= Last Rumba in Havana =

2001 novel by Fernando Velázquez Medina

Last Rumba in Havana is a novel by the Afro-Cuban dissident writer and journalist Fernando Velázquez Medina, who was born in Havana in 1951. It was published in New York in December 2001 by the Hispanic newspaper chain Hoy LLC, and boasts a cover designed by the Colombian artist Juan Arango.

==Style==
The story is framed within the so-called dirty realism of Latin America (led by the famous Cuban Pedro Juan Gutiérrez). Spanish critic and poet Pablo Martinez Zarracina said in an article on Cuban literature published in El Norte de Castilla Lyrics that the book is considered to be an important work of this movement along with "Dirty Havana Trilogy"
by Gutierrez. The author was interviewed on television both in the Big Apple and Miami, and several Hispanic newspapers (such as La Opinión in Los Angeles) cited the book in their cultural pages. In June 2009, the Chilean journalist Pedro Scharwze published a story on "Last Rumba in Havana" on the occasion of its re-release in Spain by Editorial Baile del Sol Canary Islands, with a cover designed by the Cuban graphic artist Yailen Rivera based on an idea of Jesus Rivera's
father who was a painter. The book was praised by authors as diverse as the Spanish novelist Antonio Muñoz Molina; the Cuban poet Raúl Rivero; Cuban narrators Norberto Fuentes, Teresa Dovalpage, Felix Luis Viera and Antonio Benítez-Rojo; Édouard Manet and the French Machover Jacob; and Spanish critic Mendoza Apuleius Pío Serrano. The Spanish researcher Beatriz Calvo said that along with works by Daína Chaviano and Zoé Valdés, "Last Rumba in Havana" was among the most outstanding books crafted by writers in exile on the situation of women in Cuba. Accolades continued, as the Mexican poet Raúl Caballero published an article about the book in El Nuevo Herald of Miami, commenting that its title says it all and the work delivers a new aspect of Cuban literature.

==Plot==
The book chronicles the life of an architecture student turned prostitute. It portrays the reality of the notorious Cuban prostitutes who cater only to foreigners. The author delivers fragments of this life through a long monologue, starting with
tales of sordid and violent episodes of childhood in the Havana neighborhood of Jesus Maria. With a nihilistic vision of Cuban society, he pursues his character's story both in the poor neighborhoods and those of high-ranking Cuban luxury hotels as well as prisons. It is a journey through the lost paradise that never officially existed.
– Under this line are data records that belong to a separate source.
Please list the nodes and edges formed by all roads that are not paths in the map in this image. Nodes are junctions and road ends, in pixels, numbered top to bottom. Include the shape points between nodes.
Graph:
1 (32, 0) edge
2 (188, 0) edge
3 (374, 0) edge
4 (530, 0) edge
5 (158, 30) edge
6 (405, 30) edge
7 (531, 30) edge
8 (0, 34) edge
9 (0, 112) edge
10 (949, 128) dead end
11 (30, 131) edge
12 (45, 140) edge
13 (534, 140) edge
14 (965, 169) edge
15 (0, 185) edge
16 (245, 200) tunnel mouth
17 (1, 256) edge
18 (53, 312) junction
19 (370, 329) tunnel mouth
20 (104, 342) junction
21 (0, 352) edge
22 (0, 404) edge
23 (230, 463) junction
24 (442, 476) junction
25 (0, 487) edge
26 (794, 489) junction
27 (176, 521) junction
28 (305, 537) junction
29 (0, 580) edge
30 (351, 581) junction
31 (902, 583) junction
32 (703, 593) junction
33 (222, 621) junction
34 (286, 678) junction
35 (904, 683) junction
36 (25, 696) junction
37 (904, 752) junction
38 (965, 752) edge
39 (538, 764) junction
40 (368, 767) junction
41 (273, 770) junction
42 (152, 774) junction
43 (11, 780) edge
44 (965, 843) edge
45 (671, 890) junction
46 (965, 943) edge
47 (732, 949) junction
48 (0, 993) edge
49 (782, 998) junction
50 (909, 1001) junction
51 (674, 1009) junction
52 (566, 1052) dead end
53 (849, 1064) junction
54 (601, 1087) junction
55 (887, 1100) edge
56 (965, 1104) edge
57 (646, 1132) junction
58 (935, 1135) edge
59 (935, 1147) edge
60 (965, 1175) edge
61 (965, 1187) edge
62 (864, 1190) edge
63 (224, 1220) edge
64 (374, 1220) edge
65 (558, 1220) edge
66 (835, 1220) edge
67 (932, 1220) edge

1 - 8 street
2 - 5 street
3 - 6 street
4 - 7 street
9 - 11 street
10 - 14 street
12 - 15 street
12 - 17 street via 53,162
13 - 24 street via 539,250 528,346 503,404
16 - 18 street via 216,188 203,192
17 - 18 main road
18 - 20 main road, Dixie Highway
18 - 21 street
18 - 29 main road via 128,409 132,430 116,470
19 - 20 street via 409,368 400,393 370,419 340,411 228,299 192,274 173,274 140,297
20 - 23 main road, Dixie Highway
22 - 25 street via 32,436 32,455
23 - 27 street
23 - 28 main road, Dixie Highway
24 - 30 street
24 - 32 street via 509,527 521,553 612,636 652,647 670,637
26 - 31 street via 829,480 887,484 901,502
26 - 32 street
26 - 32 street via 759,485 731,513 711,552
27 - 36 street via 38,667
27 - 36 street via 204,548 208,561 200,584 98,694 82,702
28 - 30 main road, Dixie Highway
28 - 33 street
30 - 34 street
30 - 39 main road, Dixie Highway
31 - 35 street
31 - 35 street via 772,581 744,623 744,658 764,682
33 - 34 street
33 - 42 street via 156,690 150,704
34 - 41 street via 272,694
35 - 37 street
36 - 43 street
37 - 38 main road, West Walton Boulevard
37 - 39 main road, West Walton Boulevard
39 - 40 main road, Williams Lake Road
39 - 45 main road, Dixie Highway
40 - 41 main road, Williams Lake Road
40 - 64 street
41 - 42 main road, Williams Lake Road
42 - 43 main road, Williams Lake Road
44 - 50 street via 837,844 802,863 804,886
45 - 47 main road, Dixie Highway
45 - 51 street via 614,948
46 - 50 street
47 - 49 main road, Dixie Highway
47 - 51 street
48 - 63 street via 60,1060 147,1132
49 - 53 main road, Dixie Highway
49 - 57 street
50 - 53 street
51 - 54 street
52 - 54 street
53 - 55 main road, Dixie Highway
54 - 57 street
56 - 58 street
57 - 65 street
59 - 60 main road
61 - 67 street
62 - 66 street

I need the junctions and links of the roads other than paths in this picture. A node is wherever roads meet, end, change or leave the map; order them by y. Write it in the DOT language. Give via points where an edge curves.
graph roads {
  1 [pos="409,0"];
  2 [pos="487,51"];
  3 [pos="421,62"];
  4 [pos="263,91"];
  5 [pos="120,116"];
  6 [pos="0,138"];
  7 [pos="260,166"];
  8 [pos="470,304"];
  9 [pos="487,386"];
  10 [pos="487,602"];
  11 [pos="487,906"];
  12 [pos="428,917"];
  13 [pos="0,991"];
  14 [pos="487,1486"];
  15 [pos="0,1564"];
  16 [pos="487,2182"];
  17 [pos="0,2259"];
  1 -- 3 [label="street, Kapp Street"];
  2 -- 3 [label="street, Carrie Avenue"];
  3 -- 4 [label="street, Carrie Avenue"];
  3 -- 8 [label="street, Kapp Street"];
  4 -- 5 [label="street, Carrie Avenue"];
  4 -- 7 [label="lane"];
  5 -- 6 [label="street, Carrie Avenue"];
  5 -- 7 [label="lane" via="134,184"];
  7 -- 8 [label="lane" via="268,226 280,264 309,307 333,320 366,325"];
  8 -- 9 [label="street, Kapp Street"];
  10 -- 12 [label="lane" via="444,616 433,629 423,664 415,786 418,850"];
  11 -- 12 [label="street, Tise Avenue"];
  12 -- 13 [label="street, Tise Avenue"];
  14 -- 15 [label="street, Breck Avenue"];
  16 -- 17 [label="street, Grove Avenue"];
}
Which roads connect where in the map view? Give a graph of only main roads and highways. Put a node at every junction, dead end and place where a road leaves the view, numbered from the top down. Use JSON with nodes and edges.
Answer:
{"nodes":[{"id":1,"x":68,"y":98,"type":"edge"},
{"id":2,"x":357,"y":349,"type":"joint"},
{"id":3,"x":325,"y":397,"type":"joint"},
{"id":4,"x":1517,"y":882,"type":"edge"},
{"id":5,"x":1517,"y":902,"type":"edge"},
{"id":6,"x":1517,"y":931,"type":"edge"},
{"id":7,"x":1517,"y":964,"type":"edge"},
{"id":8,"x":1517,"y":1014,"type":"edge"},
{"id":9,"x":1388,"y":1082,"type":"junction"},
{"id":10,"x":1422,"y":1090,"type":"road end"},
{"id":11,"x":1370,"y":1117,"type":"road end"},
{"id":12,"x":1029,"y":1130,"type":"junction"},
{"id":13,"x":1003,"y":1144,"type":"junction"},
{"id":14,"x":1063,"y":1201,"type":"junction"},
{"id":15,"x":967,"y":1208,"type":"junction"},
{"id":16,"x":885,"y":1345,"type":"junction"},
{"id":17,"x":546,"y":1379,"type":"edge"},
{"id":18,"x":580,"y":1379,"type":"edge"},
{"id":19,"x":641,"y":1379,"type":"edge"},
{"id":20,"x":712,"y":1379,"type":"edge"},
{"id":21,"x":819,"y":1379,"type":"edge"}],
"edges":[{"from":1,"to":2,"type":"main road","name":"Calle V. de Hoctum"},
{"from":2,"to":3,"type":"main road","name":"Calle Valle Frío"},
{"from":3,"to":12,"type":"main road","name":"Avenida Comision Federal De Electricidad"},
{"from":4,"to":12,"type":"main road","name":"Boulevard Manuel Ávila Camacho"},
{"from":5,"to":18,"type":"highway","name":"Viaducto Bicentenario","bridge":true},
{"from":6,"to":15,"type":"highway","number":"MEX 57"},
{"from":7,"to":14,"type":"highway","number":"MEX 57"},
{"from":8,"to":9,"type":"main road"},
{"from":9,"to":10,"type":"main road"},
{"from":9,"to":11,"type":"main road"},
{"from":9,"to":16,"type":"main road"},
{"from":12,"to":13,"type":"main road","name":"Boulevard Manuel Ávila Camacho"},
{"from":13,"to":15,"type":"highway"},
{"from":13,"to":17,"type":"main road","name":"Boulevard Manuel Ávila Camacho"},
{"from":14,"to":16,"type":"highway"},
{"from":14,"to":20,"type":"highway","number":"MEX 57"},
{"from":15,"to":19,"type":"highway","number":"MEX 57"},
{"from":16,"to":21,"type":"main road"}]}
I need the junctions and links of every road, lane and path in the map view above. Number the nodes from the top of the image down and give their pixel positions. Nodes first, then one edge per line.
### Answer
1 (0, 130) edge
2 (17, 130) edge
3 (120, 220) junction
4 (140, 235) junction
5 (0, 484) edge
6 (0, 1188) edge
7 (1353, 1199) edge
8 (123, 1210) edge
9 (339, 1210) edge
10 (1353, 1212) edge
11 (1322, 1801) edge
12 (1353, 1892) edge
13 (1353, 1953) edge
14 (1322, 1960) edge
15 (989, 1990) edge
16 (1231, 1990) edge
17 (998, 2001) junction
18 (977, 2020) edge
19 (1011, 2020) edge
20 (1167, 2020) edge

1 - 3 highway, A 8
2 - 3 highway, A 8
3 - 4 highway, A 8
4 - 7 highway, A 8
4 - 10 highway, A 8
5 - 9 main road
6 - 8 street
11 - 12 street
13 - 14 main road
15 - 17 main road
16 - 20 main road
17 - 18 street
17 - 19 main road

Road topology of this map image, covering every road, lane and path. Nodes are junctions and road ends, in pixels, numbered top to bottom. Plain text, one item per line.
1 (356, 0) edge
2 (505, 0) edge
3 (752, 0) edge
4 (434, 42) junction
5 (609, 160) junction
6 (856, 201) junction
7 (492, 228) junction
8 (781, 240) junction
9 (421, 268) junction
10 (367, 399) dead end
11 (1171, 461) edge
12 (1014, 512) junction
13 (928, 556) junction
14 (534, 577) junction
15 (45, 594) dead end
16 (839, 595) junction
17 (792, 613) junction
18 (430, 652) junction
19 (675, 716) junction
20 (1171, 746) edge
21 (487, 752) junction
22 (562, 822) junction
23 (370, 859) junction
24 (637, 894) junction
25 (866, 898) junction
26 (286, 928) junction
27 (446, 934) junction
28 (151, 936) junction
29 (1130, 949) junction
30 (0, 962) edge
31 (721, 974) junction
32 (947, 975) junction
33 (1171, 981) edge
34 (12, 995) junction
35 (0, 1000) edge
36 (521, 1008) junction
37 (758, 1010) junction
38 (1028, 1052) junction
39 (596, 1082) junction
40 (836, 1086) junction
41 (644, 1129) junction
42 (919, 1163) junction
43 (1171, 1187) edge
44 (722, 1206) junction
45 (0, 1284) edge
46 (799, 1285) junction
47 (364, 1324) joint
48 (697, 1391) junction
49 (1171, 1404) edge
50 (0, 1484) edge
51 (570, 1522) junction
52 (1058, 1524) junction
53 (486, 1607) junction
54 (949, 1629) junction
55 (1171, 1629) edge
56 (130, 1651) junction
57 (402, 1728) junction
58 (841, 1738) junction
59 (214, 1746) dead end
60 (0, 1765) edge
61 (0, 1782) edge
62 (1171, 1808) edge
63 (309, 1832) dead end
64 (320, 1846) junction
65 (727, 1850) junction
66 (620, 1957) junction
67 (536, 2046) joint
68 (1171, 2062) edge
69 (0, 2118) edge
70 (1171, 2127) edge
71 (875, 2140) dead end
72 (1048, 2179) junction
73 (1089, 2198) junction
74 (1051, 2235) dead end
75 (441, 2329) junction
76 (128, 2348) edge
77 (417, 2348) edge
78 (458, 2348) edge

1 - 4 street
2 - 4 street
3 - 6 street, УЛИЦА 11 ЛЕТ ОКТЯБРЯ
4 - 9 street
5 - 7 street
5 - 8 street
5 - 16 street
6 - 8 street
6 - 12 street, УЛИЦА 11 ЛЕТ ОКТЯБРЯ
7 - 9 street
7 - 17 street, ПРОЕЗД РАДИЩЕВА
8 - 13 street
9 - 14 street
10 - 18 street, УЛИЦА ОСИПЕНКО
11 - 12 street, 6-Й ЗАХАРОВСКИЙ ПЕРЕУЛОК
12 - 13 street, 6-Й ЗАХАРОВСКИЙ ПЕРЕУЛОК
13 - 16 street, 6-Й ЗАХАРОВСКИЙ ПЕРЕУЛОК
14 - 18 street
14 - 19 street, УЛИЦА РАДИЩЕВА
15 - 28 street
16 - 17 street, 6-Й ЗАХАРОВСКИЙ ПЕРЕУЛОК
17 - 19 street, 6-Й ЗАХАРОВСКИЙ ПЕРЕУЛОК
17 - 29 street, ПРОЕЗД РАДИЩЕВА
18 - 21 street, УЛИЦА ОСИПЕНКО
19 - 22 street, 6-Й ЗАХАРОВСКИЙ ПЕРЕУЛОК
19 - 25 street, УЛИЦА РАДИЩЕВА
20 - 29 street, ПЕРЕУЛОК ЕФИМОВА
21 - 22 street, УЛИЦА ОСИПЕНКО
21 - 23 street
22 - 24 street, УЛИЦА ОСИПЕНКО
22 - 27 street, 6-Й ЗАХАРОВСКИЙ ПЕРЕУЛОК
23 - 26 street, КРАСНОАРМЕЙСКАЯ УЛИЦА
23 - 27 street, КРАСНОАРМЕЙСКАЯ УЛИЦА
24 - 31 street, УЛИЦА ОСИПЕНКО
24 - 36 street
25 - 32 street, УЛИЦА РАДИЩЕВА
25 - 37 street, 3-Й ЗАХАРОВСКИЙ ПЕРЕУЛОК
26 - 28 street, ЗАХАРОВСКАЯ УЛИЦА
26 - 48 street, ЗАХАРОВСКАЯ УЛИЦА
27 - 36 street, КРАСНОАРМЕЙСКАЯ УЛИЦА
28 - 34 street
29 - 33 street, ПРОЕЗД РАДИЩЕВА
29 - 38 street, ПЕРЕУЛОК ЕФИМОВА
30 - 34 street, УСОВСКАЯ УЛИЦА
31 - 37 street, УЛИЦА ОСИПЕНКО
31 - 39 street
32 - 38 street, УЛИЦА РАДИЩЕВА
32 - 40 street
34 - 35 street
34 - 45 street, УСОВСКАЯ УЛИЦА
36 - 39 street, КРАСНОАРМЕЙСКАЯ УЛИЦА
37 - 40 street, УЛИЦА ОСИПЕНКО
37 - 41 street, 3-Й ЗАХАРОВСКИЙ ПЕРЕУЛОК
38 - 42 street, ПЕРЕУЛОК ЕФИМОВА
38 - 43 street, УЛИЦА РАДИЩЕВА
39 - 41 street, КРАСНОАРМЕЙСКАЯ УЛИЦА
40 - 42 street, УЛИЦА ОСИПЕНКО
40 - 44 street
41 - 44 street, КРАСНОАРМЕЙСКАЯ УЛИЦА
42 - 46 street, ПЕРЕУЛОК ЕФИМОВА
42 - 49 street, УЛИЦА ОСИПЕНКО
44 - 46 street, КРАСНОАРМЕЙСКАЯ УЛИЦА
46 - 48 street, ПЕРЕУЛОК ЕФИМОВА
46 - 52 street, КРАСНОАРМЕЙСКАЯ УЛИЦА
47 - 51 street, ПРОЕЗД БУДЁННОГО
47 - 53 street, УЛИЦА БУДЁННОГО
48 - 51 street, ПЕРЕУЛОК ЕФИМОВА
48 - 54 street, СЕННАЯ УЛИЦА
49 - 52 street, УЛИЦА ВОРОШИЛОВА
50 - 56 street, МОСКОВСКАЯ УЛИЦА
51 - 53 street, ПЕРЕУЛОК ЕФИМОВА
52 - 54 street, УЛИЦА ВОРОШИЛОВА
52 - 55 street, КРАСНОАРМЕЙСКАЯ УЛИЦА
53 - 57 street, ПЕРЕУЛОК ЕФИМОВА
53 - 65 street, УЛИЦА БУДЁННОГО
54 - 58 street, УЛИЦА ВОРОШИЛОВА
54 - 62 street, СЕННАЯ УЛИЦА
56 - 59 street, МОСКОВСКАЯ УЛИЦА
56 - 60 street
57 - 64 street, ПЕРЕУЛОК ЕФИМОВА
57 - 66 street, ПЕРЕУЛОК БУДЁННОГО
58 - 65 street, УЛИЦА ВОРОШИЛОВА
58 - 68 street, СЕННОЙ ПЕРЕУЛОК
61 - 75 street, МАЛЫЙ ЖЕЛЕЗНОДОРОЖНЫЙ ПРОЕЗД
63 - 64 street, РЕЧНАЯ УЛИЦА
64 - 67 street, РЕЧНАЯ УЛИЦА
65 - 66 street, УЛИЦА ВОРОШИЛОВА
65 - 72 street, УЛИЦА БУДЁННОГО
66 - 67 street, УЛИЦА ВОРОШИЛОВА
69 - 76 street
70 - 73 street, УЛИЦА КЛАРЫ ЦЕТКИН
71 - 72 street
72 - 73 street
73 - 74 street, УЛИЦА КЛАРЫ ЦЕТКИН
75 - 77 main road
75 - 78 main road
The dialogue is broken occasionally by insertions of short stories, poems, imaginary telephone conversations, proverbs and other resources, giving it a lyrical quality.

==Characters==
Throughout the text, the name of Dolphin is repeated, the first-love teen protagonist who was murdered. It also highlights Manca, a friend of main character John the Dead, who makes a brief appearance but is important because of the theme of child prostitution. As in John Dos Passos' novel Manhattan Transfer, dozens of characters swarm in and out of the action like extras in a movie. But they are real characters, some intellectuals and some dissidents in Cuba.

==Theme==
The novel delves into the spirit of transgression, amorality, and the blooming of youth in an amoral society. The story unfolds over three days in the life of a Cuban prostitute and culminates with the scandalous uprising that took place
in Havana in August 1994. The extraordinary sense of alienation, racism inherent in any dictatorship, lack of hope, and the irrational impulse to leave the country by any means, create an amazing atmosphere that culminates in an outburst of violence told by an anonymous and unnamed protagonist.

==Reception==
Although the book was greeted with silence in the Cuban community (especially in newspapers in Miami with Cuban influence), the reaction among Latin American intellectuals living in the U.S. was quite different. ABC Dominican, a literary magazine, interviewed the author. La Opinion of Los Angeles published a laudatory review, and other newspapers (including New York Today and The Dallas Star) reviewed the book. The author was also quoted on the digital page Rinconete, the Instituto Cervantes, as one of the new Cuban-born writers. In addition, the Madrid newspaper ABC published an article saying that the well-known writer Norberto Fuentes placed the author of "Last Rumba in Havana" among the most important writers in exile. With all of this support the book sold ten thousand copies, but a sector of the Cuban exile's community branded it as "pornographic."

==Notes==

- Article was created based on a translation of the Spanish language Wikipedia article.